“Lege Iosephum!” Reading Josephus in the Latin Middle Ages


The works of the ancient Jewish historian Flavius Josephus were a central part of the cultural heritage of the Mediterranean world in the Middle Ages, available in at least ten languages and with a profound role in diverse historical and religious traditions. Josephus' major works – the Jewish War (aka. Bellum Judaicum), Jewish Antiquities (aka. Antiquitates Judaicae), and Against Apion (aka. Contra Apionem) – were unique sources for biblical history, Second-Temple Judaism, and the topography of the Holy Land, and as such were foundational for Jewish and Christian apologetics. In Western Europe this Greek material was known to Christians almost exclusively through their late-antique Latin translations and the De excidio urbis Hierosolymitanae, a Christian adaption of the War (often referred to as the Pseudo-Hegesippus). In the 10th century the Hebrew-language Yosippon reworked this Latin material into a new form, opening it up to a Jewish readership, whence it went on to play a constitutive role in medieval Jewish historiography. 

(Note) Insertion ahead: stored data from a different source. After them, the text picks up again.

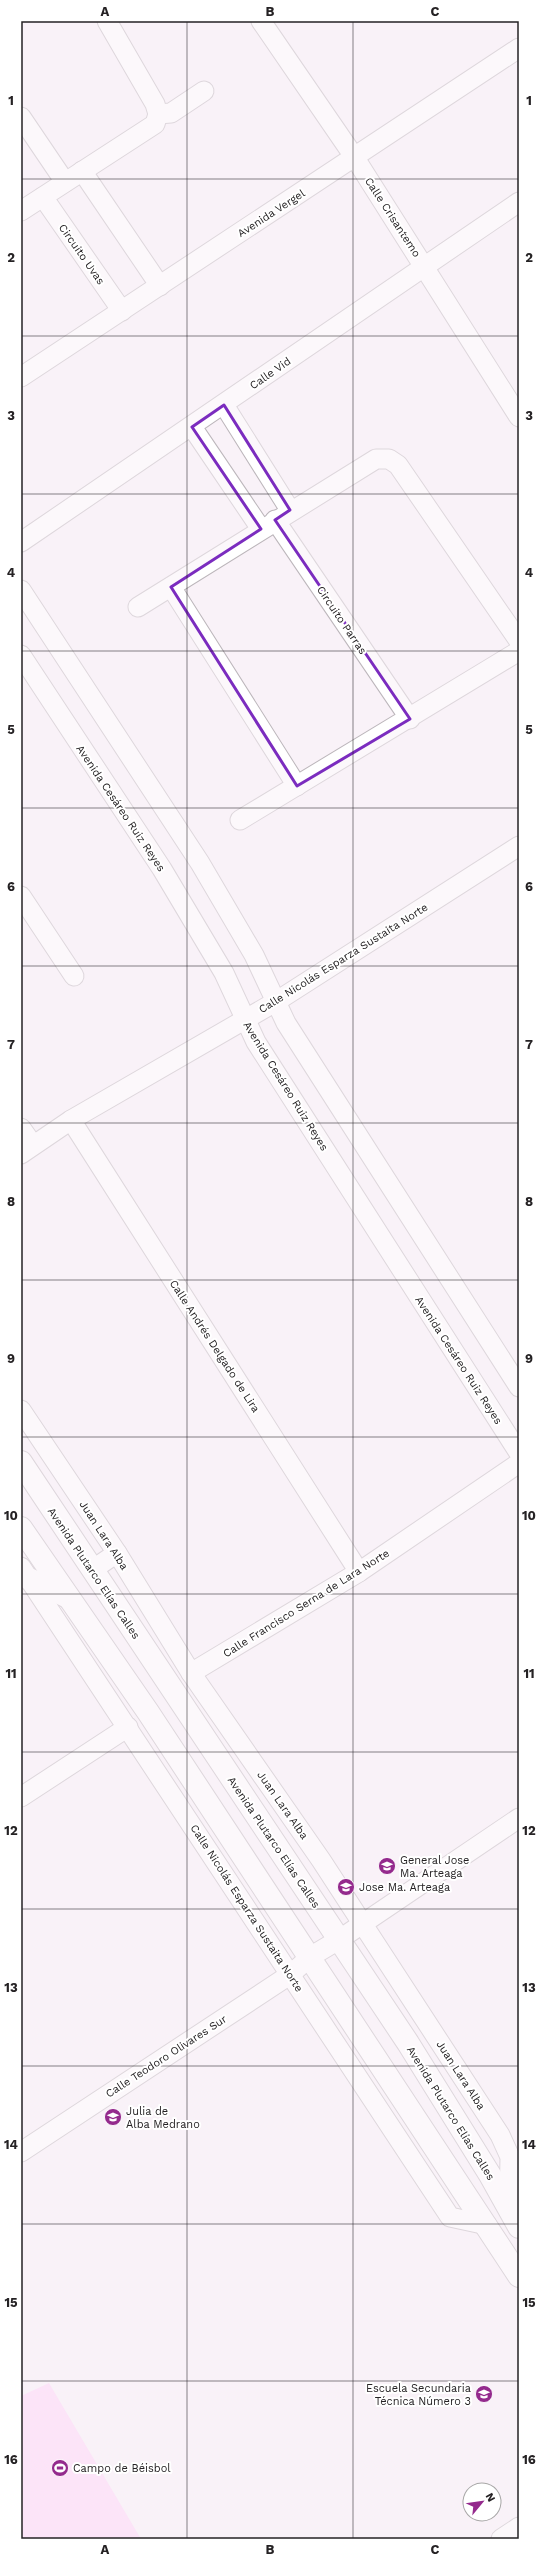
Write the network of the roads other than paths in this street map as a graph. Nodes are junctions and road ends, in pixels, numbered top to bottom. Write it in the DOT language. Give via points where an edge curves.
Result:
graph roads {
  1 [pos="108,21"];
  2 [pos="261,21"];
  3 [pos="519,48"];
  4 [pos="204,91"];
  5 [pos="158,114"];
  6 [pos="21,117"];
  7 [pos="355,158"];
  8 [pos="82,171"];
  9 [pos="65,182"];
  10 [pos="43,197"];
  11 [pos="519,202"];
  12 [pos="21,211"];
  13 [pos="425,266"];
  14 [pos="160,286"];
  15 [pos="122,311"];
  16 [pos="21,376"];
  17 [pos="224,405"];
  18 [pos="519,417"];
  19 [pos="192,426"];
  20 [pos="290,510"];
  21 [pos="268,525"];
  22 [pos="21,542"];
  23 [pos="171,587"];
  24 [pos="21,590"];
  25 [pos="138,607"];
  26 [pos="519,641"];
  27 [pos="519,651"];
  28 [pos="21,655"];
  29 [pos="410,719"];
  30 [pos="297,786"];
  31 [pos="240,820"];
  32 [pos="519,846"];
  33 [pos="21,896"];
  34 [pos="74,976"];
  35 [pos="277,1001"];
  36 [pos="244,1019"];
  37 [pos="71,1120"];
  38 [pos="21,1128"];
  39 [pos="27,1149"];
  40 [pos="519,1387"];
  41 [pos="21,1410"];
  42 [pos="519,1453"];
  43 [pos="21,1462"];
  44 [pos="519,1463"];
  45 [pos="21,1528"];
  46 [pos="117,1553"];
  47 [pos="92,1570"];
  48 [pos="360,1572"];
  49 [pos="25,1573"];
  50 [pos="68,1597"];
  51 [pos="192,1673"];
  52 [pos="128,1727"];
  53 [pos="21,1797"];
  54 [pos="519,1818"];
  55 [pos="362,1923"];
  56 [pos="340,1939"];
  57 [pos="310,1957"];
  58 [pos="291,1974"];
  59 [pos="21,2152"];
  60 [pos="515,2155"];
  61 [pos="514,2219"];
  62 [pos="487,2225"];
  63 [pos="516,2267"];
  64 [pos="519,2527"];
  65 [pos="501,2539"];
  1 -- 5 [label="street"];
  2 -- 7 [label="street, Calle Crisantemo"];
  3 -- 7 [label="street, Avenida Vergel"];
  4 -- 5 [label="street" via="171,113"];
  5 -- 8 [label="street" via="154,124"];
  6 -- 9 [label="street"];
  7 -- 13 [label="street, Calle Crisantemo"];
  7 -- 14 [label="street, Avenida Vergel"];
  8 -- 9 [label="street"];
  8 -- 14 [label="street"];
  9 -- 10 [label="street"];
  10 -- 12 [label="street"];
  10 -- 15 [label="street, Circuito Uvas"];
  11 -- 13 [label="street, Calle Vid"];
  13 -- 17 [label="street, Calle Vid"];
  13 -- 18 [label="street, Calle Crisantemo"];
  14 -- 15 [label="street, Avenida Vergel"];
  15 -- 16 [label="street, Avenida Vergel"];
  17 -- 19 [label="street, Calle Vid"];
  17 -- 20 [label="street"];
  19 -- 21 [label="street, Circuito Parras"];
  19 -- 22 [label="street, Calle Vid"];
  20 -- 21 [label="street"];
  20 -- 26 [label="street" via="376,459 393,462"];
  21 -- 23 [label="street"];
  21 -- 29 [label="street, Circuito Parras"];
  23 -- 25 [label="street"];
  23 -- 30 [label="street"];
  24 -- 35 [label="street" via="200,863 254,955"];
  27 -- 29 [label="street"];
  28 -- 36 [label="street, Avenida Cesáreo Ruiz Reyes" via="162,869 224,973"];
  29 -- 30 [label="street"];
  30 -- 31 [label="street"];
  32 -- 35 [label="street, Calle Nicolás Esparza Sustaita Norte"];
  33 -- 34 [label="street"];
  35 -- 36 [label="street, Calle Nicolás Esparza Sustaita Norte"];
  35 -- 40 [label="street" via="286,1023"];
  36 -- 37 [label="street, Calle Nicolás Esparza Sustaita Norte"];
  36 -- 42 [label="street, Avenida Cesáreo Ruiz Reyes" via="256,1042"];
  37 -- 39 [label="street, Calle Nicolás Esparza Sustaita Norte"];
  37 -- 48 [label="street, Calle Andrés Delgado de Lira"];
  38 -- 39 [label="street"];
  41 -- 46 [label="street, Juan Lara Alba"];
  43 -- 47 [label="main road, Avenida Plutarco Elías Calles"];
  44 -- 48 [label="street, Calle Francisco Serna de Lara Norte"];
  45 -- 50 [label="main road"];
  46 -- 47 [label="street"];
  46 -- 51 [label="street, Juan Lara Alba"];
  47 -- 56 [label="main road, Avenida Plutarco Elías Calles"];
  48 -- 51 [label="street, Calle Francisco Serna de Lara Norte"];
  49 -- 50 [label="main road"];
  49 -- 52 [label="street, Calle Nicolás Esparza Sustaita Norte"];
  50 -- 57 [label="main road" via="148,1712"];
  51 -- 55 [label="street, Juan Lara Alba"];
  52 -- 53 [label="street"];
  52 -- 58 [label="street, Calle Nicolás Esparza Sustaita Norte"];
  54 -- 55 [label="street, Calle Teodoro Olivares Sur"];
  55 -- 56 [label="street, Calle Teodoro Olivares Sur"];
  55 -- 60 [label="street, Juan Lara Alba"];
  56 -- 57 [label="street, Calle Teodoro Olivares Sur"];
  56 -- 61 [label="main road, Avenida Plutarco Elías Calles" via="490,2174"];
  57 -- 58 [label="street, Calle Teodoro Olivares Sur"];
  57 -- 62 [label="main road"];
  58 -- 59 [label="street, Calle Teodoro Olivares Sur"];
  58 -- 62 [label="street, Calle Nicolás Esparza Sustaita Norte" via="450,2218"];
  60 -- 61 [label="street, Juan Lara Alba"];
  62 -- 63 [label="main road"];
  64 -- 65 [label="street"];
}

This project will run from 2019 to 2023 at the University of Bern, where it is funded by the Swiss National Science Foundation (SNF). It brings together eight scholars from different disciplines to study these Latin and Hebrew texts, the relationships between them, and their role in medieval Jewish and Christian cultural history. We are divided into three sub-projects, which focus respectively on the more than 300 surviving Latin manuscripts of Josephus (see www.legejosephum.ch), the relationship between the Latin texts of Josephus and the Yosippon, and the use of Josephus in 12th-century scriptural exegesis and literature on the Crusades.